Exactement comme dans Hamlet. Quand il y a « quelque chose de pourri » dans une situation – c’est le cas presque tout le temps… -, alors on voit revenir un fantôme, incarnant le plus souvent quelque vertu trahie. Il appelle au secours, annonce que tout est désaxé, clame que le désordre doit cesser. Ainsi fait le père d’Hamlet : assassiné, il revient, sous la forme d’un spectre, rencontrer son fils sur les remparts d’Elseneur, pour dénoncer son meurtrier et réclamer vengeance (Acte I, scènes 4 et 5).

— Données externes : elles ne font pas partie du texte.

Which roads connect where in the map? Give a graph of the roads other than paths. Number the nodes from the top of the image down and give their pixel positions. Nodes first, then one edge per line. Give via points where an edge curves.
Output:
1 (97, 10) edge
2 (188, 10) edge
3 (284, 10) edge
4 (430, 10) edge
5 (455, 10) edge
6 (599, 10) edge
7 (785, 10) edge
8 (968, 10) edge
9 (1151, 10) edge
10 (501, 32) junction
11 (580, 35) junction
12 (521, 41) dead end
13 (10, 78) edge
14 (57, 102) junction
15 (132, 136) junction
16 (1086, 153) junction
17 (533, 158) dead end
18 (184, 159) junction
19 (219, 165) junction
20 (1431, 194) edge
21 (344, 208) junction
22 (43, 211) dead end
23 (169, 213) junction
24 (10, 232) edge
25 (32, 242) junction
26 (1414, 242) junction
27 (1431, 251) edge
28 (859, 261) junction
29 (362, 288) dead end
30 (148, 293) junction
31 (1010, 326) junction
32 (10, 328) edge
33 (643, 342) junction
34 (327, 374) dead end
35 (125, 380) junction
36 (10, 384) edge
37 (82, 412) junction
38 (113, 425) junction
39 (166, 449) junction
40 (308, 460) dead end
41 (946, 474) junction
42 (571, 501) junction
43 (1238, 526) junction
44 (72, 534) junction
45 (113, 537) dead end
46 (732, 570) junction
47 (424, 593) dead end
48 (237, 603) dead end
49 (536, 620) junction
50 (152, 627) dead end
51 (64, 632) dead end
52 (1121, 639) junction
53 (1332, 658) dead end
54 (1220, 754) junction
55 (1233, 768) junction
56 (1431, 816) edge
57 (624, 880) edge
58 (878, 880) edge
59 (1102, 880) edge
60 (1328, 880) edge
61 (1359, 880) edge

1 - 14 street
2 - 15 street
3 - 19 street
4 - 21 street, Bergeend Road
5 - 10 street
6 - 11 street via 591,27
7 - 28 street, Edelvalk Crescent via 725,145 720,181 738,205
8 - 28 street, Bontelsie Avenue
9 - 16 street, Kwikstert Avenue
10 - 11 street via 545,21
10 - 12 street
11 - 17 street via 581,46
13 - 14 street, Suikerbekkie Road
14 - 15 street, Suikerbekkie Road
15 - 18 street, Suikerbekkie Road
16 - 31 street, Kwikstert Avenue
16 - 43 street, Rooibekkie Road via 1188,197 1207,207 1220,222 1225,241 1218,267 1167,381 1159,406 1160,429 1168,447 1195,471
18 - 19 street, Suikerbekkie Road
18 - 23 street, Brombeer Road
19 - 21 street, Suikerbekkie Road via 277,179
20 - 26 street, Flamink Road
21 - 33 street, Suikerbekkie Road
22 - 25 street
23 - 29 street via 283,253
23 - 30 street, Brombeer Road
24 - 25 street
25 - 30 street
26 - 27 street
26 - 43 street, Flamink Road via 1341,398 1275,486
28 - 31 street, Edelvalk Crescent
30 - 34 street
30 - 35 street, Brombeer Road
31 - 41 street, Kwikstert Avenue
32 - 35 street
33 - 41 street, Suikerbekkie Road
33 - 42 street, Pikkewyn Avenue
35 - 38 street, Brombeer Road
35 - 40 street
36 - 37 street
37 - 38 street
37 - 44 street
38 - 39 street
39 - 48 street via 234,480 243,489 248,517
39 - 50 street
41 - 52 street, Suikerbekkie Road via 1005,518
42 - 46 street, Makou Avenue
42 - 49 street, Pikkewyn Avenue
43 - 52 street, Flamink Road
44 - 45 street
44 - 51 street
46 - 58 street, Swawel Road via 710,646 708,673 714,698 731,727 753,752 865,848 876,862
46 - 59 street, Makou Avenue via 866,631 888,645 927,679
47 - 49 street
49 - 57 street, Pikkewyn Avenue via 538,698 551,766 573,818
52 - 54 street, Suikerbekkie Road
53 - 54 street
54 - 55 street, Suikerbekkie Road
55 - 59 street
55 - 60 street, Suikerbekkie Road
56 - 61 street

En 1993, dans Spectre de Marx, le philosophe Jacques Derrida revint sur cette scène fameuse après la chute du mur de Berlin et l’effondrement du bloc soviétique. Contre le discours de la mondialisation triomphante, le philosophe entendait rappeler que Marx, le communisme et la révolution allaient continuer à hanter le monde. On avait beau les croire morts, ils ne cesseraient d’habiter le système, de le corroder du dedans.
Ce discours a réjoui les nostalgiques du marxisme et des chambardements. Le vieux fantôme shakespearien et le théoricien de la dictature du prolétariat finirent par marcher main dans la main. Du moins quelque temps, chez quelques intellectuels. Cela fit oublier plusieurs points, qu’il est utile de rappeler aujourd’hui, alors que certains rêvent ranimer ces spectres. D’abord, il faut croire réellement aux fantômes pour gober ce genre d’histoires. Or ce n’est pas le cas de tout le monde, loin s’en faut. Hamlet a l’impression de voir son père mort et de lui parler. La reine, elle, ne voit rien du tout. Do you see nothing there ? demande le fils qui hallucine. Nothing at all, répond la reine mère. (Acte III, scène 4). Transposons : on rencontre aujourd’hui le spectre de mai 68 – pour s’en réjouir ou s’en effrayer – seulement si l’on y croit, Ne pas le percevoir du tout est possible, voire normal.
D’autre part, les hallucinations, étant subjectives et délimitées, sont également disparates. A chacun son fantôme-fantasme : ce n’est pas le même spectre de 68 que croient voir les black blocs et les syndicalistes, les infirmières et les zadistes, les étudiants et les cheminots. Last but not least, ces spectres s’usent, s’érodent avec le temps et finissent par n’être plus que caricatures. Marx le note au début du 18 Brumaire de Louis-Bonaparte : Hegel a remarqué que les événements, se répètent deux fois, mais il faut ajouter « la première fois comme tragédie, la seconde fois comme farce ». Après la Commune de Paris, le psychodrame de Mai 68. Et la dégradation se poursuit : cinquante ans après la « farce » de 68, les faibles sketchs de cette saison.
Le seul fil persistant, dans cette décomposition continue, c’est un désir de néant, une pulsion de mort. Détruire l’ancien monde, dans les fantasmes de révolution, était nécessaire, mais pour en bâtir un nouveau, meilleur et enfin juste. Construire étant devenu obsolète, il ne reste donc que la volonté de bloquer, casser, briser. Non pas en fonction de données objectives, mais par le seul désir, pur et impérieux, de tout saccager. Mai 68 allait déjà en ce sens, par son projet explicite de destruction de l’université, des savoirs et des élites. Mais il y éclatait aussi une vraie part de fête, d’invention libre et de joie, tout à fait fanée chez les commandos nihilistes d’aujourd’hui.
Voilà pourquoi Mai 2018 n’aura pas lieu. Les fantômes n’existent pas, sauf dans les fêtes foraines et les mauvais films. Mais il n’y pas de quoi se rassurer pour autant. Car les colères et frustrations sont réelles, nombreuses et diverses. Et elles alimentent les populismes… qui hantent l’Europe.